* **PROBLEM DETAILS**:
Transcribe exactly the lines from the first line of the records through the line containing "ctx.miterLimit = 4;", and leave out every picture.
(Beginning of RECORDS SUPPLIED)
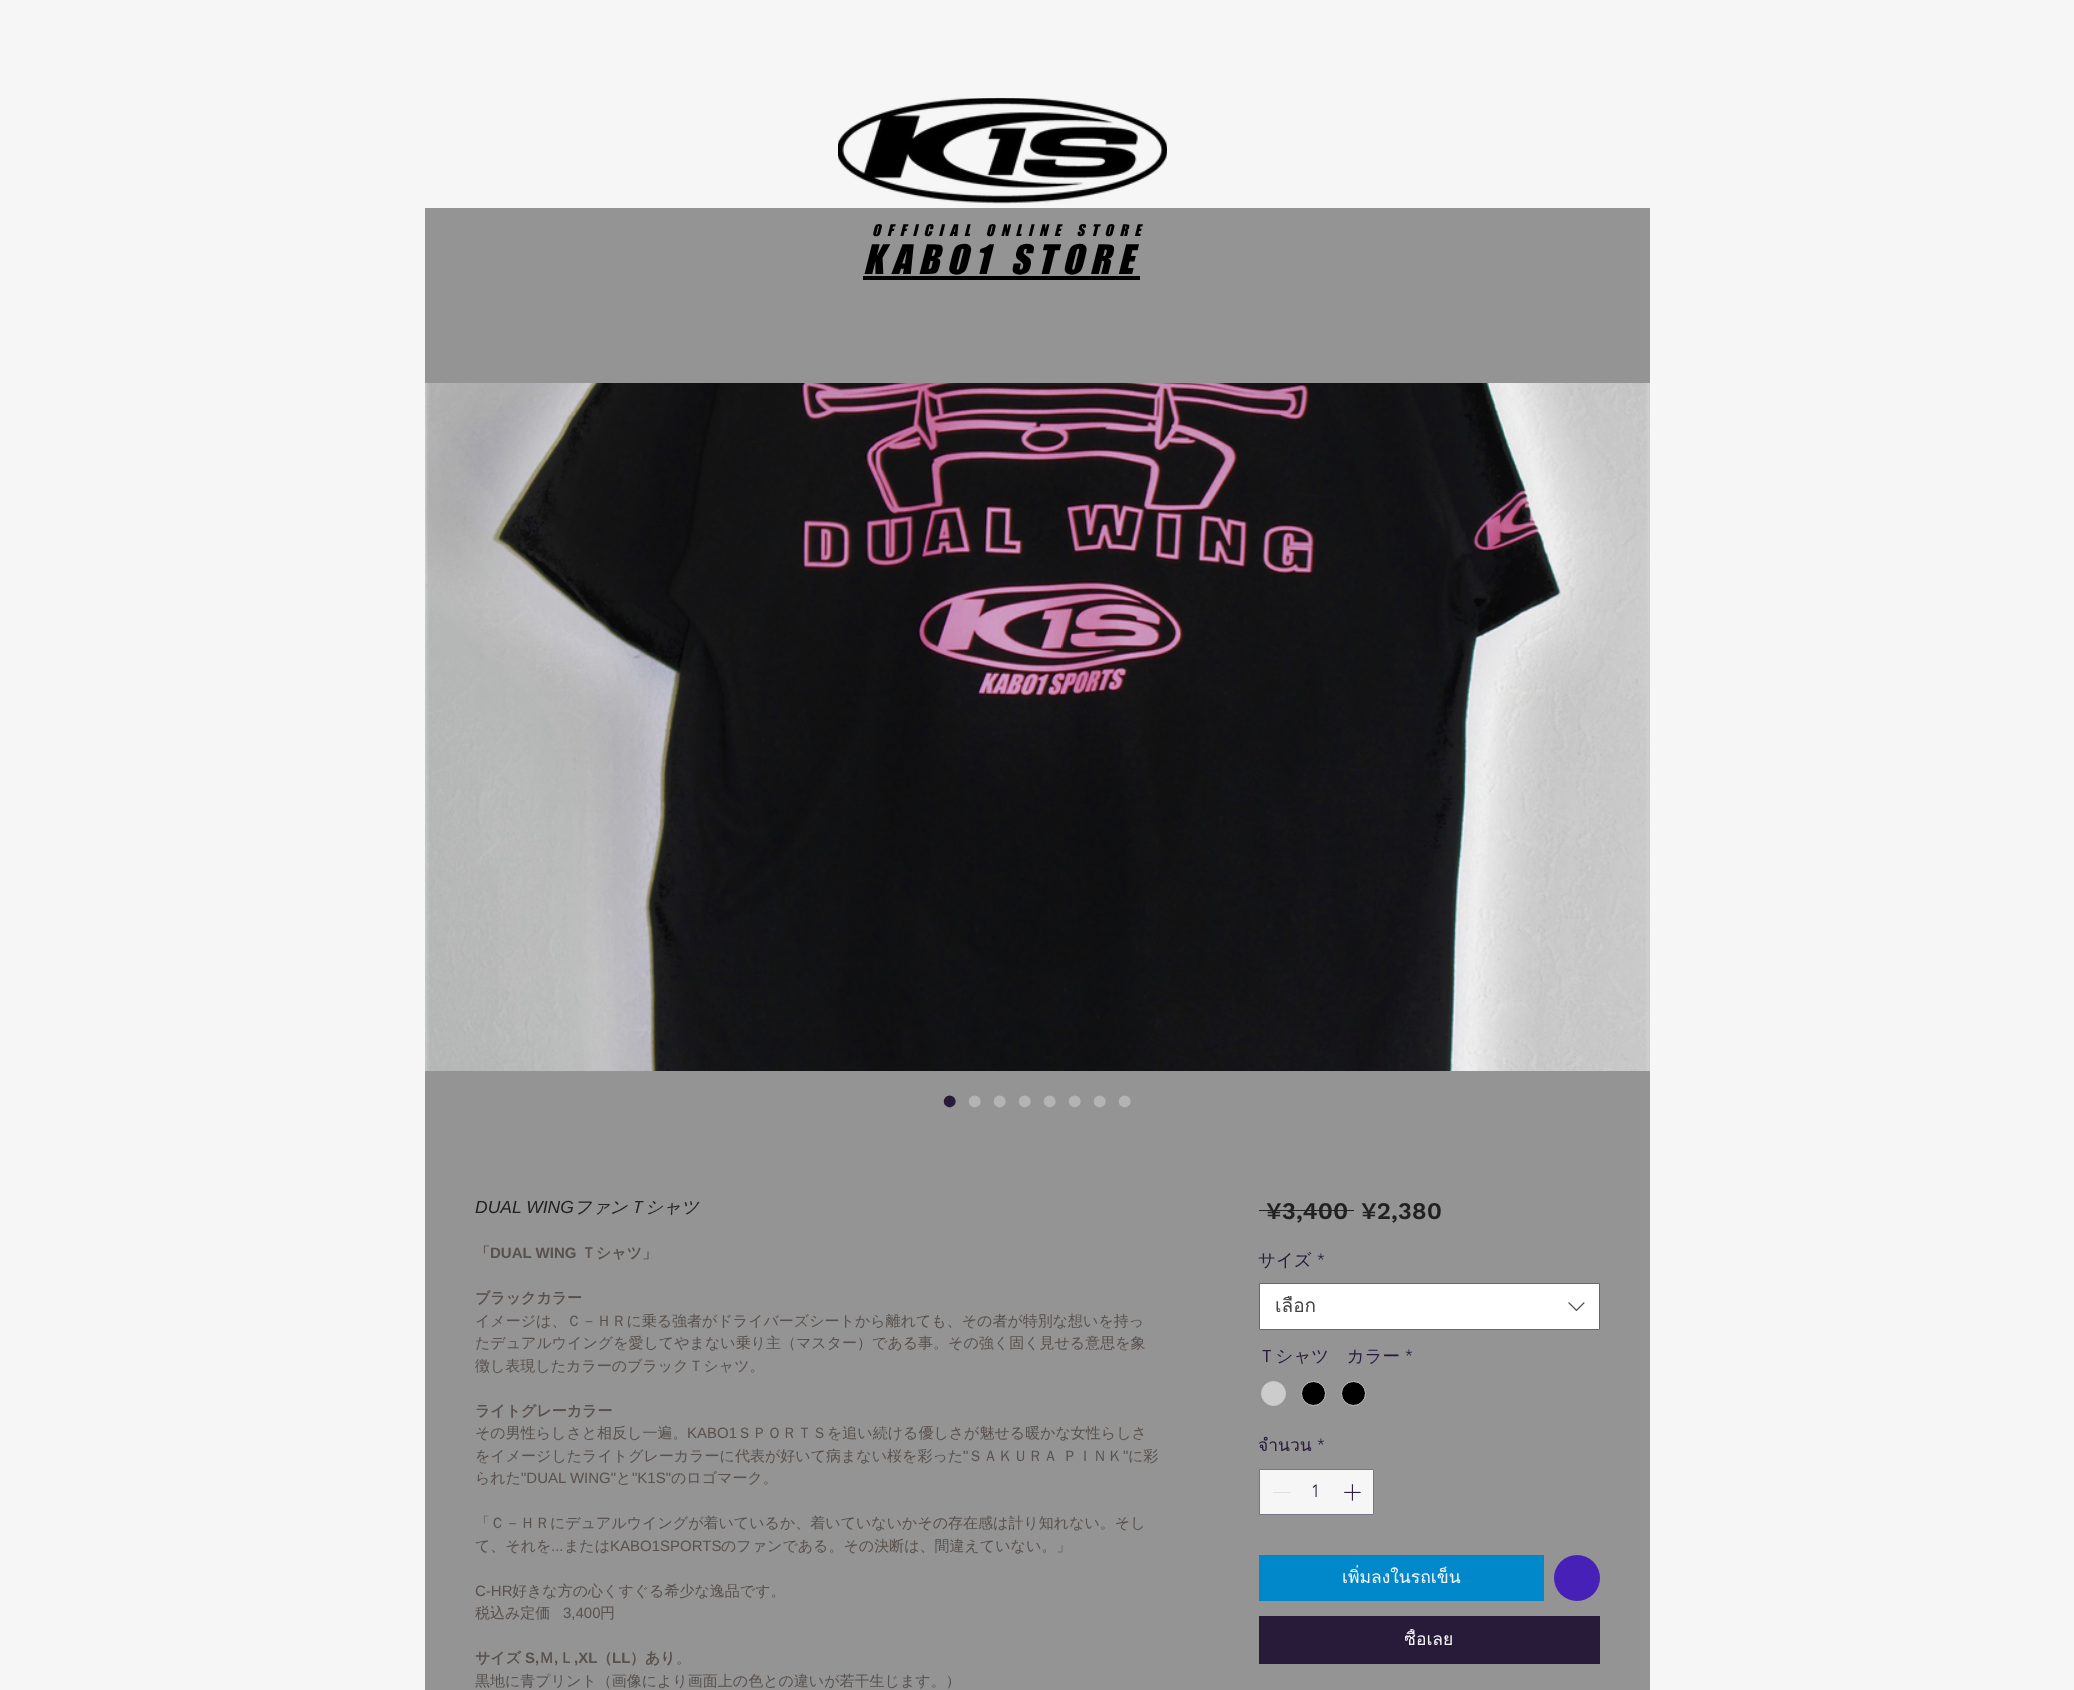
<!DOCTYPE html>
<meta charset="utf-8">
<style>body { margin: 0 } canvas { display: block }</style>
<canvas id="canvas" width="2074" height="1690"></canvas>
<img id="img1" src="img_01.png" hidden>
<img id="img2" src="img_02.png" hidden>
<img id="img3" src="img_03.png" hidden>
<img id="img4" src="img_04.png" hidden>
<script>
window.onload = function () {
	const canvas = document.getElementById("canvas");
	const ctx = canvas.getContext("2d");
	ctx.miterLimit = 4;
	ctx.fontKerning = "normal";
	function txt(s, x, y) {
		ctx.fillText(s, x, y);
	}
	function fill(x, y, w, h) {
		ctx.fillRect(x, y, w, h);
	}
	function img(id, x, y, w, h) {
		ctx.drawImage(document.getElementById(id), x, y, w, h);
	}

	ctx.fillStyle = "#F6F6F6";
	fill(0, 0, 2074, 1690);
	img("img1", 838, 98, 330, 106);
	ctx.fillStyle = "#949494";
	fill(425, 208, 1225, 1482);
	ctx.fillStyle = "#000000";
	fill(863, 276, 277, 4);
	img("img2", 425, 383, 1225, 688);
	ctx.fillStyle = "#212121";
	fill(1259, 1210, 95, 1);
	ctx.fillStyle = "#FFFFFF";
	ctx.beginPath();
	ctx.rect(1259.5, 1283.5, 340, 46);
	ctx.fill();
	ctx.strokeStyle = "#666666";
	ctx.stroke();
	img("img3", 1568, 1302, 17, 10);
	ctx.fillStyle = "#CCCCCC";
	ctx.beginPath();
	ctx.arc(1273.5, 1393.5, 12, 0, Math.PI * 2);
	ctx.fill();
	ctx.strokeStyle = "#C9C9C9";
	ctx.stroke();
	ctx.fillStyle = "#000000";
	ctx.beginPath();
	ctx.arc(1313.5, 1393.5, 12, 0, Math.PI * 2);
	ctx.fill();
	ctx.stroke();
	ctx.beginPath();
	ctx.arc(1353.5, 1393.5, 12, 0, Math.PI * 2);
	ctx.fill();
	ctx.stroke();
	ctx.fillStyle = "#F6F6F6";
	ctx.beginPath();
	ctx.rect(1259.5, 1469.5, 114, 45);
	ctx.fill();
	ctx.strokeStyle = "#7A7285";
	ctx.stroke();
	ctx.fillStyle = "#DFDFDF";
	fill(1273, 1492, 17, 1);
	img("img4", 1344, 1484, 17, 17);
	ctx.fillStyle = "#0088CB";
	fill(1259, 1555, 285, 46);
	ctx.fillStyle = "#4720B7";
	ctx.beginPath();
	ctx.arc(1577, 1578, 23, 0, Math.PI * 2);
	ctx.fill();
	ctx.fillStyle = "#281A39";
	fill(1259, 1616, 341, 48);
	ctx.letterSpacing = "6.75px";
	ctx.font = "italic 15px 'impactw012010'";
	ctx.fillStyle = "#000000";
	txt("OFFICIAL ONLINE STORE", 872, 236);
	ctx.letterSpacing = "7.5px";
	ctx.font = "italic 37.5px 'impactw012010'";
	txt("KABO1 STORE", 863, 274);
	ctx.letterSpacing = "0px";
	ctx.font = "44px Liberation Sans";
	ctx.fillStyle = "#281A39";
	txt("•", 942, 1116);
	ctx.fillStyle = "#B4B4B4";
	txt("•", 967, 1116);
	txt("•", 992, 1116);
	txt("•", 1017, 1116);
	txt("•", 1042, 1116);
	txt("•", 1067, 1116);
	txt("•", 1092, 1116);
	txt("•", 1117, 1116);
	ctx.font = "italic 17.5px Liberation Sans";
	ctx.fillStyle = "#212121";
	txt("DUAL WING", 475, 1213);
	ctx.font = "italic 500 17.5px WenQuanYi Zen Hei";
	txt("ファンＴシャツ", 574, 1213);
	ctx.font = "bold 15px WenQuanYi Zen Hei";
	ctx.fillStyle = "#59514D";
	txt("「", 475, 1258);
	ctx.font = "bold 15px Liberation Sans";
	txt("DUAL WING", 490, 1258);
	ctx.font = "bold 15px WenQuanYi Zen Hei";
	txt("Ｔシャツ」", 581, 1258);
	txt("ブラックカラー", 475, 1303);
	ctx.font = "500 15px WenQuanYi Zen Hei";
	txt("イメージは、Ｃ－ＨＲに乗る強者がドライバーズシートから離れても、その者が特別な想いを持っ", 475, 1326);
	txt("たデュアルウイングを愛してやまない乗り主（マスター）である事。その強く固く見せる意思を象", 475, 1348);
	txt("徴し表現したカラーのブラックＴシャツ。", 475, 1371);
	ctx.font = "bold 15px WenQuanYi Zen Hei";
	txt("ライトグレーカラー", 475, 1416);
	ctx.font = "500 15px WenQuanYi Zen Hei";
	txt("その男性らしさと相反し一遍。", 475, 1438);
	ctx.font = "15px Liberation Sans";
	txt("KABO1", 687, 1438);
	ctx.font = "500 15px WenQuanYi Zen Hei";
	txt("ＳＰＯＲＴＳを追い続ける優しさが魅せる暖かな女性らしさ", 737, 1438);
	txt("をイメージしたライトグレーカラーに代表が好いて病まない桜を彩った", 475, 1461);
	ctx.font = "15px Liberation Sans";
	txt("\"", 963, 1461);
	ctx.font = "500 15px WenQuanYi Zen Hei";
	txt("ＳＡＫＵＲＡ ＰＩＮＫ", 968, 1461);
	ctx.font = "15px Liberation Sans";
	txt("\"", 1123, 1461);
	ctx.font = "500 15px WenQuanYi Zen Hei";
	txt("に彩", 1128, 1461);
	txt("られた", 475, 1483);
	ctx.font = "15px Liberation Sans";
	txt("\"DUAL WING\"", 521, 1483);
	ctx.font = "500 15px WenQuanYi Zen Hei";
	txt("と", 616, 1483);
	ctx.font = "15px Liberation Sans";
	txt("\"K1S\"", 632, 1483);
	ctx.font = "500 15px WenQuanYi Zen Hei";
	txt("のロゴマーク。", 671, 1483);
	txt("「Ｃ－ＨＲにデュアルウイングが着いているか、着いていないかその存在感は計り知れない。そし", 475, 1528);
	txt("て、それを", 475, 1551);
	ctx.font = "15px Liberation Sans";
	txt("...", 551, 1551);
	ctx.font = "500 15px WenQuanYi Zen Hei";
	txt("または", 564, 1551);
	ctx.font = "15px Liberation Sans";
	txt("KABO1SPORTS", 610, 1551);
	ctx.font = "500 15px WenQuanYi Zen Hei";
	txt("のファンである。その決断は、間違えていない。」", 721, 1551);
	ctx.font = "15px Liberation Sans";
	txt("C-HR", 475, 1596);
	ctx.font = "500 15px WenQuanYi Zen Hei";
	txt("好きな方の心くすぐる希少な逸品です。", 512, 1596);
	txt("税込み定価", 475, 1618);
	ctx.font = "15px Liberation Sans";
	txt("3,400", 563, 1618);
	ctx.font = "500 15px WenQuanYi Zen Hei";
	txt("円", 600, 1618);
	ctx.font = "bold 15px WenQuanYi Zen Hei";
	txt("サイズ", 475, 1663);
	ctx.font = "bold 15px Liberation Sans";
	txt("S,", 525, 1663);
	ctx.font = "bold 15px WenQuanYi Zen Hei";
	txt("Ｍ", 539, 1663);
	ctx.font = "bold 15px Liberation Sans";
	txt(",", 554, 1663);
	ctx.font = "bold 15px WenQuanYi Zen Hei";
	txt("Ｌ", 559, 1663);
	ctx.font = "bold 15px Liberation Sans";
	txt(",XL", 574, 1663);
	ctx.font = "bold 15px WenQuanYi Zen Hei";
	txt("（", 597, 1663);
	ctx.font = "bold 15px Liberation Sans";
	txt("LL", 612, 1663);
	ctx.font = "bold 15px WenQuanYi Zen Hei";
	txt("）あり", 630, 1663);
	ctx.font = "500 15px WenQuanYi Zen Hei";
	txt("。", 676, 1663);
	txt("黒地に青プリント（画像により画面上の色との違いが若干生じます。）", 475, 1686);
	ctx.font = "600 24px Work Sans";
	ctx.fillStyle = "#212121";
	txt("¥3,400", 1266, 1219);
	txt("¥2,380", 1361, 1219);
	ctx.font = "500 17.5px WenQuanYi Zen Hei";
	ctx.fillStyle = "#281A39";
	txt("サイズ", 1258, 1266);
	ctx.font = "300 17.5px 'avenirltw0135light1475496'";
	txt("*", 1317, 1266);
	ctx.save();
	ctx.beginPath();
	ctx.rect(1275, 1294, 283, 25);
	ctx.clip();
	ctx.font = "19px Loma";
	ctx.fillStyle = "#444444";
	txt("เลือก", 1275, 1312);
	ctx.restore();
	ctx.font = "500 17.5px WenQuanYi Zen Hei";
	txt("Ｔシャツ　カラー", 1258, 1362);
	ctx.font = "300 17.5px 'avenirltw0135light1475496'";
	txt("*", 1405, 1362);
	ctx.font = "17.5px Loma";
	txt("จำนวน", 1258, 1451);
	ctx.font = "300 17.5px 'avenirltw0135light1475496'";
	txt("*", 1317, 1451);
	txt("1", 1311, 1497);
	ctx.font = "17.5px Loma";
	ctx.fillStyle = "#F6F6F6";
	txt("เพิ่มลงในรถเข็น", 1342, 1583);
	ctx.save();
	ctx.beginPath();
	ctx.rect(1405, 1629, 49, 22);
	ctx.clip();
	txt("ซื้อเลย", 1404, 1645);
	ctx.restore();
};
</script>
(End of RECORDS SUPPLIED)
* **EXERCISE ANSWER**:
<!DOCTYPE html>
<meta charset="utf-8">
<style>body { margin: 0 } canvas { display: block }</style>
<canvas id="canvas" width="2074" height="1690"></canvas>
<img id="img1" src="img_01.png" hidden>
<img id="img2" src="img_02.png" hidden>
<img id="img3" src="img_03.png" hidden>
<img id="img4" src="img_04.png" hidden>
<script>
window.onload = function () {
	const canvas = document.getElementById("canvas");
	const ctx = canvas.getContext("2d");
	ctx.miterLimit = 4;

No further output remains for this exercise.